While most COVID-19 cases are either asymptomatic or mild, it’s not very well understood why some individuals succumb to severe or lethal disease. During the Precision Wellness in the Time of COVID-19 seminar on April 19, Floyd “Ski” Chilton shed light on the molecular basis behind differences in disease severity. 

“To answer a question so complex like this one requires a transdisciplinary team of researchers,” said Chilton, Director of The Precision Nutrition & Wellness Initiative (PNWI) at the BIO5 Institute. “The transdisciplinary approach at BIO5 is one of the themes that originally attracted me to the University of Arizona.”

Chilton and his multifaceted team analyzed blood samples from 127 patients at Stony Brook Medical Center in New York for cellular differences. These patients either tested negative for COVID-19 or had mild, severe, or lethal disease. 

By comparing metabolic and lipid (fat) differences between samples, the team aimed to identify a molecular signature or biomarker(s) associated with disease severity and death. With this information, researchers could better understand of the root cause of severe and lethal COVID-19 cases.

Results revealed two major trends: First, deceased patients had elevated markers of mitochondrial dysfunction. Mitochondria, the “powerhouse” of the cell, produce much of the energy necessary for our cells and organs to work optimally. Impaired function of these critical structures most likely leads to the failure of multiple organs seen in patients with severe disease.

Secondly, Chilton explained he and his team found high levels of phospholipase A2 (PLA2) in the blood of deceased patients compared to the other groups. PLA2 is an enzyme that cleaves fatty acids often found in cellular membranes – the semi-permeable structures that encase our cells. PLA2 is evolutionarily important for recognizing and destroying bacterial cell walls, but when overactive, can destroy our own cells, leading to tissue and organ damage. 
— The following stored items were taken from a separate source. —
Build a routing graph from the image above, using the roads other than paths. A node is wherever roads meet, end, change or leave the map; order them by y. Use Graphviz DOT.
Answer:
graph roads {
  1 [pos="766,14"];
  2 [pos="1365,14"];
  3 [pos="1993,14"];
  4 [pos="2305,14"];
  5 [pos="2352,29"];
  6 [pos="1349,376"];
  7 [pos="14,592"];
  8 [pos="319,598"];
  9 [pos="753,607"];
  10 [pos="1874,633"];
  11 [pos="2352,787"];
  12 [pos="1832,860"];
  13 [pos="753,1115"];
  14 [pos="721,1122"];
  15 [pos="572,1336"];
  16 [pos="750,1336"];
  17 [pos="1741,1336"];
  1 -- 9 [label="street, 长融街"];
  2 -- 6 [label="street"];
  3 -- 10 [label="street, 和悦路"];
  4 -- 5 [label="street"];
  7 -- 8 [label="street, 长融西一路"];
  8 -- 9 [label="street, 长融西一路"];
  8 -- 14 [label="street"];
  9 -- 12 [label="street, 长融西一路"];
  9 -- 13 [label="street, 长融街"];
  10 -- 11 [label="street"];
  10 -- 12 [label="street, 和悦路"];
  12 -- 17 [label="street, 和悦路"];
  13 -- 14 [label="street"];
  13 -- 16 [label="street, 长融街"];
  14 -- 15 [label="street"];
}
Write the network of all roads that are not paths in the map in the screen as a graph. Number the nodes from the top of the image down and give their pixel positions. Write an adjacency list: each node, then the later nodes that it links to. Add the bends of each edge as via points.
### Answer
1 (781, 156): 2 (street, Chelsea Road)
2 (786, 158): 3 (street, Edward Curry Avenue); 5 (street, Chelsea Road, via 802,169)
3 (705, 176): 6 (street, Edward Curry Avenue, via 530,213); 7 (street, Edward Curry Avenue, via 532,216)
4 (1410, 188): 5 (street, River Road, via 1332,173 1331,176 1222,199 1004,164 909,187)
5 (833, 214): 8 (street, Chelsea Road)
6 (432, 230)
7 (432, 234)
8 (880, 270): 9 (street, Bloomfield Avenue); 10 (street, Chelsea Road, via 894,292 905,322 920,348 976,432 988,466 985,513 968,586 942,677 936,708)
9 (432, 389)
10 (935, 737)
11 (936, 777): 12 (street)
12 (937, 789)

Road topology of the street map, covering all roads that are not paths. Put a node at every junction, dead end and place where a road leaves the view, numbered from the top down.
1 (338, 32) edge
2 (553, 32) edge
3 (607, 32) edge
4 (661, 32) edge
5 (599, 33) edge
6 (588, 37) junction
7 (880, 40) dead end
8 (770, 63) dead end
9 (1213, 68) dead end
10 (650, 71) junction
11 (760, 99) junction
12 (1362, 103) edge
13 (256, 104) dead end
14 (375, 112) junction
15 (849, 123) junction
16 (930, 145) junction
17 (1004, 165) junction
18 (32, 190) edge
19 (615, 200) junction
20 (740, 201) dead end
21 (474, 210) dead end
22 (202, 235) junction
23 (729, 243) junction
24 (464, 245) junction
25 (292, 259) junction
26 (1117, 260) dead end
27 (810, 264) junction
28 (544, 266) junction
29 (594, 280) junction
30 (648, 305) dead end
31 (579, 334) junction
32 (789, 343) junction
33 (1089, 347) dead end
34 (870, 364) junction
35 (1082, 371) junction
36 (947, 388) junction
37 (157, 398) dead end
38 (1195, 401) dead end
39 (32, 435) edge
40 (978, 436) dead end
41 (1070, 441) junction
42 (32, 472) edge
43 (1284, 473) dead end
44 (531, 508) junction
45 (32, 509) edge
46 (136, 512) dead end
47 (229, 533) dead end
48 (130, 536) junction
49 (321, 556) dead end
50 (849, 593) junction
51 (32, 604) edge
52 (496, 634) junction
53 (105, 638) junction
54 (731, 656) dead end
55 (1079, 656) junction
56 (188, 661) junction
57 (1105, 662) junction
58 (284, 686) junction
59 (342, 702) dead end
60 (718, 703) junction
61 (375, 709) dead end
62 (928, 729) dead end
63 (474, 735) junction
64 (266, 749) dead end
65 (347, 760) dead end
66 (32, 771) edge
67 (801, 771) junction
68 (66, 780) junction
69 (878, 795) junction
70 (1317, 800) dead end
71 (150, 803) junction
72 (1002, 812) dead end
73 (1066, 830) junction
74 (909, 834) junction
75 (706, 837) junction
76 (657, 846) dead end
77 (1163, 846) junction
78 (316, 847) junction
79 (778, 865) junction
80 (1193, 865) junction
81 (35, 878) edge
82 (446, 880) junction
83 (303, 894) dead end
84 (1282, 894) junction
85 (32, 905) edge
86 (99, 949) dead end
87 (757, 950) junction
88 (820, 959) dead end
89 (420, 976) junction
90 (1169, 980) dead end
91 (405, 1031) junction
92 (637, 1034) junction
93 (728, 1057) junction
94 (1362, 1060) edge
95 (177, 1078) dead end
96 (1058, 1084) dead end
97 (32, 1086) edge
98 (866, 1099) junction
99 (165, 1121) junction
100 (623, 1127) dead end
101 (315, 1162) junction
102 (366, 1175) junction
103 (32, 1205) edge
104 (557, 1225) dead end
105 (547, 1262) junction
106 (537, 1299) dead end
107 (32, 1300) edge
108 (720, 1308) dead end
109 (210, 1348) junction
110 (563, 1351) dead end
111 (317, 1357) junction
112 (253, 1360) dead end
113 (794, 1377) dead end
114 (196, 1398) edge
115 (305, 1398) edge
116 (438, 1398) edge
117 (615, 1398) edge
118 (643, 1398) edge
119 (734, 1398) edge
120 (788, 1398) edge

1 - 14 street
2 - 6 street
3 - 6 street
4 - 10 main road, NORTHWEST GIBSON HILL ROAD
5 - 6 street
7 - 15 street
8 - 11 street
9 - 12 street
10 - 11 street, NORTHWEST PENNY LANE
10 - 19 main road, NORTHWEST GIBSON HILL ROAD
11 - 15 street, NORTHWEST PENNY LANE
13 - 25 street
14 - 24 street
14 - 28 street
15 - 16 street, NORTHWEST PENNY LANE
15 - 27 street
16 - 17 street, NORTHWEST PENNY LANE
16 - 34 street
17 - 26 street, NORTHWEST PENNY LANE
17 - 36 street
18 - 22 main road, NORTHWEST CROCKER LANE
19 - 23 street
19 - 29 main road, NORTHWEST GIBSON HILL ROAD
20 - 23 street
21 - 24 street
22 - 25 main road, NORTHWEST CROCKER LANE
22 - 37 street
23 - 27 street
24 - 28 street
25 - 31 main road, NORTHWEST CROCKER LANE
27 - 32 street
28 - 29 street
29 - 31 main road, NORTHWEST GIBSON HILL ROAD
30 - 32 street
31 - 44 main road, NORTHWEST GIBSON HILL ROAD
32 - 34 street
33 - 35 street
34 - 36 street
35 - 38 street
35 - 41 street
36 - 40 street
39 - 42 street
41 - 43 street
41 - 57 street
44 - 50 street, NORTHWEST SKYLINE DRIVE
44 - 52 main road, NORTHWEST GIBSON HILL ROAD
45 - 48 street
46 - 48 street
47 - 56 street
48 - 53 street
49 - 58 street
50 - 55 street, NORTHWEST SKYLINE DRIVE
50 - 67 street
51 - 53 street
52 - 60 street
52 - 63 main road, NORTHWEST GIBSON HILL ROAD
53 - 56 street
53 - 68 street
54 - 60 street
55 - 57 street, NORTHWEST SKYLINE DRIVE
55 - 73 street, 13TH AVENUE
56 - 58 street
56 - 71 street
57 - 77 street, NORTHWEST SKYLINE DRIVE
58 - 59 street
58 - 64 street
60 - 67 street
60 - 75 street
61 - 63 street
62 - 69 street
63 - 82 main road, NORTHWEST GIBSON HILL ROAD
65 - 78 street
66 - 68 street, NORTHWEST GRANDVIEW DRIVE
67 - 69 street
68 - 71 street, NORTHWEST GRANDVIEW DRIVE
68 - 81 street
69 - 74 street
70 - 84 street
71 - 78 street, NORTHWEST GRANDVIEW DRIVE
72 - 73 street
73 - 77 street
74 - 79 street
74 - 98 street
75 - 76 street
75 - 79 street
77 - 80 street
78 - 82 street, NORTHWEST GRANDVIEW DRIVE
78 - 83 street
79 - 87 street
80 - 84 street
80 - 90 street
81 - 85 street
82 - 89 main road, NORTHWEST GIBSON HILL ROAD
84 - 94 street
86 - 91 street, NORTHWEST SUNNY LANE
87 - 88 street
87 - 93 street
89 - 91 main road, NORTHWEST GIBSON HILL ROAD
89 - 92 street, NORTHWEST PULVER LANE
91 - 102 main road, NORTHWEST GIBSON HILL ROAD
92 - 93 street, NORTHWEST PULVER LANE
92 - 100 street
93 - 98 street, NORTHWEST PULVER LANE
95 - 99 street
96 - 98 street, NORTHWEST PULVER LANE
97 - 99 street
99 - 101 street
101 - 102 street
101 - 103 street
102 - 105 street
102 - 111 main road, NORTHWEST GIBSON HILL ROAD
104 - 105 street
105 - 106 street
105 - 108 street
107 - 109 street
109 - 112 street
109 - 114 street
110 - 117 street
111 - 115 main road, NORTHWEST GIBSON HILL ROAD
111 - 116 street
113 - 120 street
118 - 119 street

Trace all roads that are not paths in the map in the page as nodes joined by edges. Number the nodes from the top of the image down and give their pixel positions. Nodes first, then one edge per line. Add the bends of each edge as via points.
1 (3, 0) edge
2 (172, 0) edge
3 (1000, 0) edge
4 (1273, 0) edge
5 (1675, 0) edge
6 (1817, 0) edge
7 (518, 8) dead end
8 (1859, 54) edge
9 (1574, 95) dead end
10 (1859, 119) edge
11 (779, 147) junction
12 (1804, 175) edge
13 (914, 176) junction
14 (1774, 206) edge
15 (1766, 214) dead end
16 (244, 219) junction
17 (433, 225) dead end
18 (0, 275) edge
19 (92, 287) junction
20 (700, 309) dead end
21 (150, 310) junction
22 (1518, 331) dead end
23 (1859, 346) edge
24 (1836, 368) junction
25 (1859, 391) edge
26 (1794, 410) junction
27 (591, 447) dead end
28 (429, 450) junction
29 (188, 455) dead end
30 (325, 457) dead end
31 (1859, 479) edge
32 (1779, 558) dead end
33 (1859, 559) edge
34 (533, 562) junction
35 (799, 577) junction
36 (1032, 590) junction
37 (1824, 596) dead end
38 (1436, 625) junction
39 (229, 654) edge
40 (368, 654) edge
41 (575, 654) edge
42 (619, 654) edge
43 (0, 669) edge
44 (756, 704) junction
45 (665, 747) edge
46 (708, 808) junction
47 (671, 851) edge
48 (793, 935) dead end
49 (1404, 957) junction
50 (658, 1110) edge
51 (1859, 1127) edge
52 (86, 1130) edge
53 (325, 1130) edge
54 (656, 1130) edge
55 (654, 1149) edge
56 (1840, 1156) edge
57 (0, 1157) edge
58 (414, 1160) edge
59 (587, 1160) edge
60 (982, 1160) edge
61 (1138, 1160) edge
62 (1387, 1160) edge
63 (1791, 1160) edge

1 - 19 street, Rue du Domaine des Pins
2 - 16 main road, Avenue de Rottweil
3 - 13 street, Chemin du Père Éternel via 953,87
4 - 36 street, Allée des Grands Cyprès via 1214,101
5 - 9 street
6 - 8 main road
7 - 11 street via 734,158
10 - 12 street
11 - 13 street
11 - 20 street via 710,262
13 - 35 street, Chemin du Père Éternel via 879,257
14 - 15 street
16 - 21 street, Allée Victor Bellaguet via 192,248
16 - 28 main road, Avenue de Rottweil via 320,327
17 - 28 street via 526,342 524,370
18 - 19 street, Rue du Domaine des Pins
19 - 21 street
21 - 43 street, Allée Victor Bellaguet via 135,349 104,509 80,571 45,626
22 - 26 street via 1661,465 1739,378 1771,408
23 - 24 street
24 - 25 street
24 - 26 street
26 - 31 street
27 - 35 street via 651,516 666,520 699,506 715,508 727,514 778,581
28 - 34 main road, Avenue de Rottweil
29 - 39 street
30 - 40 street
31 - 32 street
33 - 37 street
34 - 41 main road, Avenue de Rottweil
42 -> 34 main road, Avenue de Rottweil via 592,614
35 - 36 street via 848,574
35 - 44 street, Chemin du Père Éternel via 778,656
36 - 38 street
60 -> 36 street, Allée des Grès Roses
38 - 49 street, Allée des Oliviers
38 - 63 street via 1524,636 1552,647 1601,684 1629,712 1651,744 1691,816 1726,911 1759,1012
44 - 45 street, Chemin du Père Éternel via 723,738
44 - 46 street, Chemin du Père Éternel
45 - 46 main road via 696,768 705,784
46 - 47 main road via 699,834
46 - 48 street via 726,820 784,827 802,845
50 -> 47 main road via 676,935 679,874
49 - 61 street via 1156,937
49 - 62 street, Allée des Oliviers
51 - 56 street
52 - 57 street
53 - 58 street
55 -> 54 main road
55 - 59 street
When released into the blood, PLA2 can also lead to mitochondrial dysfunction, as mitochondria evolved from bacteria more than one billion years ago. Further, enzyme overactivity can lead to white blood cell activation, ultimately triggering the late inflammatory responses that are seen in patients with severe and lethal COVID-19. 

According to Chilton, overactive and overabundant PLA2 can overshoot an individual’s “fitness threshold,” burdening them with a “freight train of inflammation” that impairs the ability of the body to effectivity manage the disease. Though it’s not well understood why some have more PLA2 activity than others, age may be a factor. 

Chilton is hopeful his research will not only provide an answer to why some patients develop severe and lethal disease while others don’t, but that it will also provide a target for COVID-19 treatment. 


Chilton’s lecture is part of a five-symposia series hosted by the BIO5 Institute and The Precision Nutrition & Wellness Initiative (PNWI).